**Problem to work on**
What you need to produce from the material below is an exact transcription of the lines from the one with "x y h add x" through the one with "div /now exch def", both included, and no other line.

**Dataset entries**
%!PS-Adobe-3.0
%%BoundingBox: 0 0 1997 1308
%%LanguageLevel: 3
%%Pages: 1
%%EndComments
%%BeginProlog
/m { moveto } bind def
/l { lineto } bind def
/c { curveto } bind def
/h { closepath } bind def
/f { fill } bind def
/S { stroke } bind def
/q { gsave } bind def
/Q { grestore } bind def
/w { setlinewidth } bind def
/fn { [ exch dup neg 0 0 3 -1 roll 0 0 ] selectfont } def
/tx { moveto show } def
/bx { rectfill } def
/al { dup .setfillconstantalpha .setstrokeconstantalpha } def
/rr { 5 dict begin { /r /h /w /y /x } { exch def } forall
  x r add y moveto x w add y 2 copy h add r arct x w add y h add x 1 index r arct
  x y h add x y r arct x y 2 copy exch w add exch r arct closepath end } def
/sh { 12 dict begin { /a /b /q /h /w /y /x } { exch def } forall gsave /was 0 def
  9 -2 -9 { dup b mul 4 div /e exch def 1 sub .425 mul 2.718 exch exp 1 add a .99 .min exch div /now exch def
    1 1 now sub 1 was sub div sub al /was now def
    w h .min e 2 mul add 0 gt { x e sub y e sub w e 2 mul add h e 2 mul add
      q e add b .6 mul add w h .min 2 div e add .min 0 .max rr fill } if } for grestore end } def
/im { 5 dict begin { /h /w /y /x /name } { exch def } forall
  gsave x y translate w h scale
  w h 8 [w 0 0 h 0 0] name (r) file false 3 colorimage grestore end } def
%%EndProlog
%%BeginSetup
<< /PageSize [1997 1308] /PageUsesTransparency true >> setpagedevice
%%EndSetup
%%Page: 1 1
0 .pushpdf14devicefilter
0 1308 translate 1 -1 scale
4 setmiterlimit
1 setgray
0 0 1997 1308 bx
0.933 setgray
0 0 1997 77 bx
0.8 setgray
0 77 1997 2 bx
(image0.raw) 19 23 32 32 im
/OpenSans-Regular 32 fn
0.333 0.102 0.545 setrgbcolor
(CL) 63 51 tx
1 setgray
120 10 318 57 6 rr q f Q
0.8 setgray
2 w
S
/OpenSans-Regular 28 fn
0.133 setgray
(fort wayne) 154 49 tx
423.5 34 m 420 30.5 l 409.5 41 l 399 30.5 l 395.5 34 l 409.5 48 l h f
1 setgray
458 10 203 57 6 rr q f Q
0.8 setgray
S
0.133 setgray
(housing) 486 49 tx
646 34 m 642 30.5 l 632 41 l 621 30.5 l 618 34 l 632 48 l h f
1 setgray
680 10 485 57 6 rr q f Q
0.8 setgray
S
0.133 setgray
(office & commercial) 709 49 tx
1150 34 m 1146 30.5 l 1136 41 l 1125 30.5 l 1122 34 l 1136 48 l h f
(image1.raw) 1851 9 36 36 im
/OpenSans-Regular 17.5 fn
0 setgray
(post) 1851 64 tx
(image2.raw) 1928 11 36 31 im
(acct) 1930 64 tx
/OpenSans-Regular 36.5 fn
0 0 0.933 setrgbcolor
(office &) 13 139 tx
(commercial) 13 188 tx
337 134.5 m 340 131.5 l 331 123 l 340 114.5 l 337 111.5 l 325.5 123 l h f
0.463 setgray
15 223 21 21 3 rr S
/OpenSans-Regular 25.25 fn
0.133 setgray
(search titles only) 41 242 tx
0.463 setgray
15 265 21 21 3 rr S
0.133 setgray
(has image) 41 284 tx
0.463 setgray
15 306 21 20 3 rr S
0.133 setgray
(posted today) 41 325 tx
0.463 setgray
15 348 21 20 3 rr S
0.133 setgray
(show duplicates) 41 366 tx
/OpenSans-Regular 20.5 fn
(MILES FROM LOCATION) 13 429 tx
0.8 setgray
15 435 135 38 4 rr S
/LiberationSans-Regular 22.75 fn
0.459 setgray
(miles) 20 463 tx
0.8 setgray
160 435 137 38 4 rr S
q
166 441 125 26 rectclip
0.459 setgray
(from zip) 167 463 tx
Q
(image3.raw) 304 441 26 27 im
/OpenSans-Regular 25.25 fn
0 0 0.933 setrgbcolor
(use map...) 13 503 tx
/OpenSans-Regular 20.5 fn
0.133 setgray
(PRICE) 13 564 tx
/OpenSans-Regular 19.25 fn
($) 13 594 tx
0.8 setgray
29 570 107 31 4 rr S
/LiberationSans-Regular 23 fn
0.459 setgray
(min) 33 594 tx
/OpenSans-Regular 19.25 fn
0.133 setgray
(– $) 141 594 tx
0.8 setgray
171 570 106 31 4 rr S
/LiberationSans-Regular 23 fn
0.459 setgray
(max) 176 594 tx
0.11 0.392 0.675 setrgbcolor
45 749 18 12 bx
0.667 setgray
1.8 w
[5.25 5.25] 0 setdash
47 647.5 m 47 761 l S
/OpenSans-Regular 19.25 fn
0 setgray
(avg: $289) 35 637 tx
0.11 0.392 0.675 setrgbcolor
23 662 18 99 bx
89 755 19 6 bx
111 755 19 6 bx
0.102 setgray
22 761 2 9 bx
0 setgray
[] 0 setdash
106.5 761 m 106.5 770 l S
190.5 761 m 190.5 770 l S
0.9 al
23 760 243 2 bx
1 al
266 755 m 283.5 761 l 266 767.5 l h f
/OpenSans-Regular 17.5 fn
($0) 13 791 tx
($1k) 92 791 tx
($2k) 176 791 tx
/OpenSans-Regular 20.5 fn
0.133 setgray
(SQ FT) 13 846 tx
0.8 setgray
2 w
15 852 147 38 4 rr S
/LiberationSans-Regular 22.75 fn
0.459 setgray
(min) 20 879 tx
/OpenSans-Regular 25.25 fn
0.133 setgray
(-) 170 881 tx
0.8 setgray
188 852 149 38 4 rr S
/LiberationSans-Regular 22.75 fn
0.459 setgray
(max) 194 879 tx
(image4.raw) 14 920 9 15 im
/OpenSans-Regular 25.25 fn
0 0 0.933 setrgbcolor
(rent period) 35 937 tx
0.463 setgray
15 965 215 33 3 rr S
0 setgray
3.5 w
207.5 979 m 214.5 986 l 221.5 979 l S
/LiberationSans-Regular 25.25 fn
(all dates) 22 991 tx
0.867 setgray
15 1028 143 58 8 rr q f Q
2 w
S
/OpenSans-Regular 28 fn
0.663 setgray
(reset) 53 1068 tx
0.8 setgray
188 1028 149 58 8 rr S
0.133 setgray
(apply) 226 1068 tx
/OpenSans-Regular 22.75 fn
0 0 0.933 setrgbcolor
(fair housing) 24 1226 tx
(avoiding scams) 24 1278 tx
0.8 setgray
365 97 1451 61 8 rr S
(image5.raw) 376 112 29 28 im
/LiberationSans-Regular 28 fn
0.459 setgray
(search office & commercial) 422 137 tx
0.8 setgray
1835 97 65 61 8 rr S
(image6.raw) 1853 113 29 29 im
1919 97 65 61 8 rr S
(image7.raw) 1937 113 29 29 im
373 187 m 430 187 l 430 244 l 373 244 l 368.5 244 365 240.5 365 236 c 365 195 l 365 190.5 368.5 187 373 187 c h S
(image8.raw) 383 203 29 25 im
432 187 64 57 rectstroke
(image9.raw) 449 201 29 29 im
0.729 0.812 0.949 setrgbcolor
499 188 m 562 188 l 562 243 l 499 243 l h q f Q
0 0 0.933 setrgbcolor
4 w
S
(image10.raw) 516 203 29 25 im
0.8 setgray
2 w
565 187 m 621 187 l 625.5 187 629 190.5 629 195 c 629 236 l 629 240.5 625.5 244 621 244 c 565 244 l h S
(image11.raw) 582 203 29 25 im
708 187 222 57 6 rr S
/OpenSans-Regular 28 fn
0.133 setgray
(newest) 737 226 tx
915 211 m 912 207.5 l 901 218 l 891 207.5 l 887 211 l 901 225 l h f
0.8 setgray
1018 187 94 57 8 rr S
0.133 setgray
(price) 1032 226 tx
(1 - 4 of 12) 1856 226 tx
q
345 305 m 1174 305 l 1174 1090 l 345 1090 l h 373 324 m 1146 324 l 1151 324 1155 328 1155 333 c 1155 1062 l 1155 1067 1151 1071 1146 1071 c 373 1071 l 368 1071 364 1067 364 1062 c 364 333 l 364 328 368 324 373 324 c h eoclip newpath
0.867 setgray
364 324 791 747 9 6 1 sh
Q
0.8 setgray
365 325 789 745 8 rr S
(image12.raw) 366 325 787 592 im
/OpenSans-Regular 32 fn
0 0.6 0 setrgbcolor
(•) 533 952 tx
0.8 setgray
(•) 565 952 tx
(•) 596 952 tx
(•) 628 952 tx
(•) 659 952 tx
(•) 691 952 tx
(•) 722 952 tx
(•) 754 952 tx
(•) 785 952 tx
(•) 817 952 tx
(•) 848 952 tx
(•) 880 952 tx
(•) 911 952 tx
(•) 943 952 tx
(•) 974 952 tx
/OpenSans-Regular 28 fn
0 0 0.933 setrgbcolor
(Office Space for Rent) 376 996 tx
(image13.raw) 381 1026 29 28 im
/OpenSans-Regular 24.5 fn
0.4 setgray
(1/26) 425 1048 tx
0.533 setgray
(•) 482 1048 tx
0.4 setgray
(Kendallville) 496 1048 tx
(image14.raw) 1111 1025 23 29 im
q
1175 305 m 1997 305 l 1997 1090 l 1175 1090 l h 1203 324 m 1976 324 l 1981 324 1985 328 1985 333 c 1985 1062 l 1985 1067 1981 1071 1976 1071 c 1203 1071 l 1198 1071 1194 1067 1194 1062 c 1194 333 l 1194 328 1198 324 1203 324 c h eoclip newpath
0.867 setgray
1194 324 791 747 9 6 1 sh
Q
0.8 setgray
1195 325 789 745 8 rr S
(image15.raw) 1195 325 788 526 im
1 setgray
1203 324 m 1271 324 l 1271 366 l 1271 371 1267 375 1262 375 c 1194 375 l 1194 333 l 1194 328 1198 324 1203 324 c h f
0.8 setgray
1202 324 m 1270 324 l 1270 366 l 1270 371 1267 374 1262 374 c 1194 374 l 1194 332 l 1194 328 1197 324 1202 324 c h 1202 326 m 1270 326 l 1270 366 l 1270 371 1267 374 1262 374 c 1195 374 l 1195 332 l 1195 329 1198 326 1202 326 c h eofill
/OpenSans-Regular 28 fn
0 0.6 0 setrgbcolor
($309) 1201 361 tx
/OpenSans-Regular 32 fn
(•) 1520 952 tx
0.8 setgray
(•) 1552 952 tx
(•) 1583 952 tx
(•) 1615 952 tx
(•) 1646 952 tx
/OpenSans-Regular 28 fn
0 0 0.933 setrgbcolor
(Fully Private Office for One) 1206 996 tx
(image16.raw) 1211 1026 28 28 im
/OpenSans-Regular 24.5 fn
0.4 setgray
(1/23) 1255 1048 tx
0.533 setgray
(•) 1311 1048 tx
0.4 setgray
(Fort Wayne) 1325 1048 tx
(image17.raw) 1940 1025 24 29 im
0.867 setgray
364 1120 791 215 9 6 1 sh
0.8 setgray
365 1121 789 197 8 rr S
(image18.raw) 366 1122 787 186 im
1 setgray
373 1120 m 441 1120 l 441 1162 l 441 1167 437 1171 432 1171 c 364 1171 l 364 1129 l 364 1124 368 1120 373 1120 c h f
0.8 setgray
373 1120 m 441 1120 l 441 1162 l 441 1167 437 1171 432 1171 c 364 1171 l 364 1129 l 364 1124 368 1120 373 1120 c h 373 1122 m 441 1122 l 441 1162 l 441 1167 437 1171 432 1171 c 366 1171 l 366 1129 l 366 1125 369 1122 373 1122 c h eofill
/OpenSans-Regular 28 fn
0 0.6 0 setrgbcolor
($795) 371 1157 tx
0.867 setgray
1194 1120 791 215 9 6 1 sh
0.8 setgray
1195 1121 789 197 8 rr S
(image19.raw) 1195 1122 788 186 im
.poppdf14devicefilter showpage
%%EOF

**Response below**
  x y h add x y r arct x y 2 copy exch w add exch r arct closepath end } def
/sh { 12 dict begin { /a /b /q /h /w /y /x } { exch def } forall gsave /was 0 def
  9 -2 -9 { dup b mul 4 div /e exch def 1 sub .425 mul 2.718 exch exp 1 add a .99 .min exch div /now exch def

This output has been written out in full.